I suggest you apply the oil with a rag. A brush simply puts on too much, especially after the first coat when the wood accepts less and less.
 
Vikash, I'm not particularly familiar with Liberon's finishing products so I went and had a look at their website. They describe their Liberon Finishing Oil here, http://www.liberon.co.uk/gallery_files/ ... /11166.pdf

The important things to note are the 'oils' they declare are in their product and how to clean up afterwards. As is the case with most finish manufacturers they're purposely vague about the oils, but it's a 99% certainty that they're either using linseed oil and/or tung oil. They don't mention it but I wouldn't be surprised to discover there are some undefined 'resins' in the mix, ie, alkyd, polyurethane, etc. Clean up you'll note is with 'white spirit'.

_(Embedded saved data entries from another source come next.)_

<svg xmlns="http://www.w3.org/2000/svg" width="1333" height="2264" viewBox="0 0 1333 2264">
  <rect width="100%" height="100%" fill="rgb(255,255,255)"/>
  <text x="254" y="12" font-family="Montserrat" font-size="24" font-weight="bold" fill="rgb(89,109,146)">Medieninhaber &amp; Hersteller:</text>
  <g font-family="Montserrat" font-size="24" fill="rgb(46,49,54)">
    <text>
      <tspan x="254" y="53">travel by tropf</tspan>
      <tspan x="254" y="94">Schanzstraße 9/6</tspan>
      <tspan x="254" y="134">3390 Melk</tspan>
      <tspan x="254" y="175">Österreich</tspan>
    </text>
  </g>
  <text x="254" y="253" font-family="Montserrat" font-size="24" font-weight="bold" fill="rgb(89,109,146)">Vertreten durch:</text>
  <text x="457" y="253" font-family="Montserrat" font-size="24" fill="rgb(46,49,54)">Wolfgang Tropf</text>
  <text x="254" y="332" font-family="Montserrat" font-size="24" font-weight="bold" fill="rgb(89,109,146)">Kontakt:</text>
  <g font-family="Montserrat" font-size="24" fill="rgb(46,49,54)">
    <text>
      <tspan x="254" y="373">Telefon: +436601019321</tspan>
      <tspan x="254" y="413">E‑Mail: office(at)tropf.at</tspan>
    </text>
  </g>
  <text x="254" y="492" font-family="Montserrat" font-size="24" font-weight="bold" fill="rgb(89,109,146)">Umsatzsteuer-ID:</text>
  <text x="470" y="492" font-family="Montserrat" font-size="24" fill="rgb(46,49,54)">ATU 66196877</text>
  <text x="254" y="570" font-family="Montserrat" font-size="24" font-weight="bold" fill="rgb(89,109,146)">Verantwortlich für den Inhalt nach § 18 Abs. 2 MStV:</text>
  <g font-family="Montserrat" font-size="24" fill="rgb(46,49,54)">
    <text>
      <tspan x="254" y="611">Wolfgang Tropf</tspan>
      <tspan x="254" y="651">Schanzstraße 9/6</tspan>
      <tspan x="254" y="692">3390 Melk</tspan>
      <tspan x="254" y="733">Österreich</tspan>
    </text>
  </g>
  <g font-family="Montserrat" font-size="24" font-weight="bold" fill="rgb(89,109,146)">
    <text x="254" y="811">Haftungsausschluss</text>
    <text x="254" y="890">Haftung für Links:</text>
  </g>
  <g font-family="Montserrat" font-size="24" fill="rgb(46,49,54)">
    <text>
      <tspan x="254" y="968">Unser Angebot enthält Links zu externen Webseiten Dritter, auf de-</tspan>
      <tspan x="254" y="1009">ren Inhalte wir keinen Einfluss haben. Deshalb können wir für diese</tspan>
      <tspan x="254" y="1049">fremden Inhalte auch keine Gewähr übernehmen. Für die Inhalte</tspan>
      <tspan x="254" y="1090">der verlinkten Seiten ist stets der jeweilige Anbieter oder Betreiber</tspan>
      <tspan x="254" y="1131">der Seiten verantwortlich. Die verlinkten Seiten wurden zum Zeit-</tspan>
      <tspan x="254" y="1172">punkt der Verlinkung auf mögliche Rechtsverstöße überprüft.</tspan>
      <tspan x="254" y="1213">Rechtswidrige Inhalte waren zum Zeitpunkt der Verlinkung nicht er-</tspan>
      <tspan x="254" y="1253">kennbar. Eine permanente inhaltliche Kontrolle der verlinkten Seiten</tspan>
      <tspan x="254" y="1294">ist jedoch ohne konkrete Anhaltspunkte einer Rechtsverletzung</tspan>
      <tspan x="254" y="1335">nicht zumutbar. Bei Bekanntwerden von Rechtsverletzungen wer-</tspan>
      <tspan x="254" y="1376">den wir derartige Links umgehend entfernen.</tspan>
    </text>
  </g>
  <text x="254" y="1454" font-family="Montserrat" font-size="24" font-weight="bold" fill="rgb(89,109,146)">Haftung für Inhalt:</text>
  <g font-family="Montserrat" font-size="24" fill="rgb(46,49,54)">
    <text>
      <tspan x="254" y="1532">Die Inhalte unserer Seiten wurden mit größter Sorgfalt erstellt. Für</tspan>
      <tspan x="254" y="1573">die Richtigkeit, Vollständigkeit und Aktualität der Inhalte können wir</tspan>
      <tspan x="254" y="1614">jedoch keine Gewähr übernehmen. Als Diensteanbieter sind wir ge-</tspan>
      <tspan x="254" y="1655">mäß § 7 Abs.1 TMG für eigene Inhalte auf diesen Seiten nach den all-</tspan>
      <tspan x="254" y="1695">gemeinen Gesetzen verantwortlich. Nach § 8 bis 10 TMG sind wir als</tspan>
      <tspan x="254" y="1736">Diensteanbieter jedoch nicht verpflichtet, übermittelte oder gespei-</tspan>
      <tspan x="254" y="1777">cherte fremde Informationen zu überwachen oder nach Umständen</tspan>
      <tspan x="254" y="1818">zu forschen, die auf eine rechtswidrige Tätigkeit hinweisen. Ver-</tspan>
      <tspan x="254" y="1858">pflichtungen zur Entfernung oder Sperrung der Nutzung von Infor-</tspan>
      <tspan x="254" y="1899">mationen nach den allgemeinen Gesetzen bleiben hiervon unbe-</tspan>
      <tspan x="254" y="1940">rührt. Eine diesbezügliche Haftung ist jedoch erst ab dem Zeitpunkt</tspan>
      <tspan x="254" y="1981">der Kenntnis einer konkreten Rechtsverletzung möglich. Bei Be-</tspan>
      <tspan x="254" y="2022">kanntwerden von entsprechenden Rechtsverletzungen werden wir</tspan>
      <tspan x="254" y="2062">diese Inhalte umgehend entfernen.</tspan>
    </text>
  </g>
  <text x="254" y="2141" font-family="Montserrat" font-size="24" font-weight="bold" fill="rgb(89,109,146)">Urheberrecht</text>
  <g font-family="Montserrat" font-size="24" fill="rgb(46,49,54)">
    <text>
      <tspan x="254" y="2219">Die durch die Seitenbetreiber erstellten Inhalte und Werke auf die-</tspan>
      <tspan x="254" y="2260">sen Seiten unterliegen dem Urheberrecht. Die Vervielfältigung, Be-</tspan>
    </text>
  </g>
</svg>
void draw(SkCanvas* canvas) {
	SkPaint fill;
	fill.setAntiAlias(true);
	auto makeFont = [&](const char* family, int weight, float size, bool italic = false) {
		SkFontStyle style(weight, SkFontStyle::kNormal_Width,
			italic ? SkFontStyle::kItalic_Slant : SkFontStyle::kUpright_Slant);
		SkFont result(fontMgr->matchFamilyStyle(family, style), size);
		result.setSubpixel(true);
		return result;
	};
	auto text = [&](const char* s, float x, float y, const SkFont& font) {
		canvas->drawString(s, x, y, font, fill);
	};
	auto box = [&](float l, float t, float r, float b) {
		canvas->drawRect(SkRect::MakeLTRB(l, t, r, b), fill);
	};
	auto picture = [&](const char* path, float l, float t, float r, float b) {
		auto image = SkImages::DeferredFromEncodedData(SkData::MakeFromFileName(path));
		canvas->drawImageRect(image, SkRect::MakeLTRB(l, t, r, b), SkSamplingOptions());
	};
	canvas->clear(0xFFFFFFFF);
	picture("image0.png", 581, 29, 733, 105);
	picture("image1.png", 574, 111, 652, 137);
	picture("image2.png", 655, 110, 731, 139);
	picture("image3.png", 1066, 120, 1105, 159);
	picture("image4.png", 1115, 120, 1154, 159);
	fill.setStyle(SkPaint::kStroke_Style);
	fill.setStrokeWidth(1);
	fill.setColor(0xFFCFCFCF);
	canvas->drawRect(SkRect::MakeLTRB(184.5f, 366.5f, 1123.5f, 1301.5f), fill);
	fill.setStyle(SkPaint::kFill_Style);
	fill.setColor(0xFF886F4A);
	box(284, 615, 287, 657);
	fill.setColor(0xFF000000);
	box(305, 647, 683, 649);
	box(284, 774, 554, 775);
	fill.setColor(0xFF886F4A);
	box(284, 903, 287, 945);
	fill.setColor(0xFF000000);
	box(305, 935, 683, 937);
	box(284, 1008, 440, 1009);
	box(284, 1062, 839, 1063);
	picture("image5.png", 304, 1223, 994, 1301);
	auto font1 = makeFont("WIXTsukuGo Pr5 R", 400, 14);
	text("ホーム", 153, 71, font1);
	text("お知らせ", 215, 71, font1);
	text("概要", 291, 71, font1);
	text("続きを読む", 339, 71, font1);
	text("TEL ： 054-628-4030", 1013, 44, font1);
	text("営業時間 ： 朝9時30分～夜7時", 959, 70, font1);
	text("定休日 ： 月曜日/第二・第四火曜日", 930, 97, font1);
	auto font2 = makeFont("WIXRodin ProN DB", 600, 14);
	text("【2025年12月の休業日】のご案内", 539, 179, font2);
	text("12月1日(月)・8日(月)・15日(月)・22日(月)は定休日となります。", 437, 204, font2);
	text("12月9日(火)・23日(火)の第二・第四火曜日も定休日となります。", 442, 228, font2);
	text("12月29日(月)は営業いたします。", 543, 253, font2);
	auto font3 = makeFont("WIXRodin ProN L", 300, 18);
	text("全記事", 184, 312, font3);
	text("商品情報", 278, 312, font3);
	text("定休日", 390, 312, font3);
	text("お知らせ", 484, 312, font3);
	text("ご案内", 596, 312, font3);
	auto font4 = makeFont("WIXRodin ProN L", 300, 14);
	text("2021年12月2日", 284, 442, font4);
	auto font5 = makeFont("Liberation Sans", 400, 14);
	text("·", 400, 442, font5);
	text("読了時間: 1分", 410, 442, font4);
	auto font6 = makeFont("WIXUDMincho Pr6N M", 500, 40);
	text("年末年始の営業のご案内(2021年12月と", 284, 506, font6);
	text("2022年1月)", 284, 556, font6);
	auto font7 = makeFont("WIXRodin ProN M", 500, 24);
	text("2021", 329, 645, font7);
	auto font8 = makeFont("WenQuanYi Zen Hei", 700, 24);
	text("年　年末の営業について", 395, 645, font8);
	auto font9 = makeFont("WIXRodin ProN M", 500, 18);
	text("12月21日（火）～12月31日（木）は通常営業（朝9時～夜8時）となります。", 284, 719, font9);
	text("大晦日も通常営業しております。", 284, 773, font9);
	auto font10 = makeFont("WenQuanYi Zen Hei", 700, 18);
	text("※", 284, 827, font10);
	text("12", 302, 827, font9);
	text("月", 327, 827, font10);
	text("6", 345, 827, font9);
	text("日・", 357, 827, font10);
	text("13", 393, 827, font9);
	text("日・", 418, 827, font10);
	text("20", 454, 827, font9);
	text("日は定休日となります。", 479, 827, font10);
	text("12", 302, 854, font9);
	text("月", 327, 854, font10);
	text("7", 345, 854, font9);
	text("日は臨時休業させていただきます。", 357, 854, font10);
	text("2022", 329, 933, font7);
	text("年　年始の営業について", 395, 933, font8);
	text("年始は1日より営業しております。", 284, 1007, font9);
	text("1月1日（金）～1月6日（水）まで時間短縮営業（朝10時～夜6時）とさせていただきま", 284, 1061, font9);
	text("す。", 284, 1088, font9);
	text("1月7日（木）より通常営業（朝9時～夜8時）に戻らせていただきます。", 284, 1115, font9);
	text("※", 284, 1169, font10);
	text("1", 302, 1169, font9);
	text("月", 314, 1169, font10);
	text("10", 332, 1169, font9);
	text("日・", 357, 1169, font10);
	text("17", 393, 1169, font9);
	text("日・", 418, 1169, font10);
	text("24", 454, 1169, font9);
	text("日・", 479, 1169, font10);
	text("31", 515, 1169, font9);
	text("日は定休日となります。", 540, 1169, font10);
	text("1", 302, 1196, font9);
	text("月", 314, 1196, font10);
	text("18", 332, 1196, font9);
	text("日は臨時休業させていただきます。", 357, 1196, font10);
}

Picking through the usual manufacturer's obfuscation what you've been slapping on to your table is likely a version of an oil based varnish. And if there are actually no 'resins' in this mix then the ingredients of tung oil or linseed oil and white spirits are what go into any regular oil based varnish.

One very workable solution to get your glossy end result is to rub down lightly what you've already got with a bit of something like 320 or 400 grit abrasive paper and apply a couple of coats of an oil based gloss interior polyurethane varnish. The finish will almost certainly be a lot tougher than the Liberon Finishing Oil alone.

If you decide to go on this route it's always a good idea to replicate your existing finish on a piece of scrap, and follow up with a couple of coats of your chosen varnish. This will give you the chance to make sure there aren't any compatibility problems. Slainte.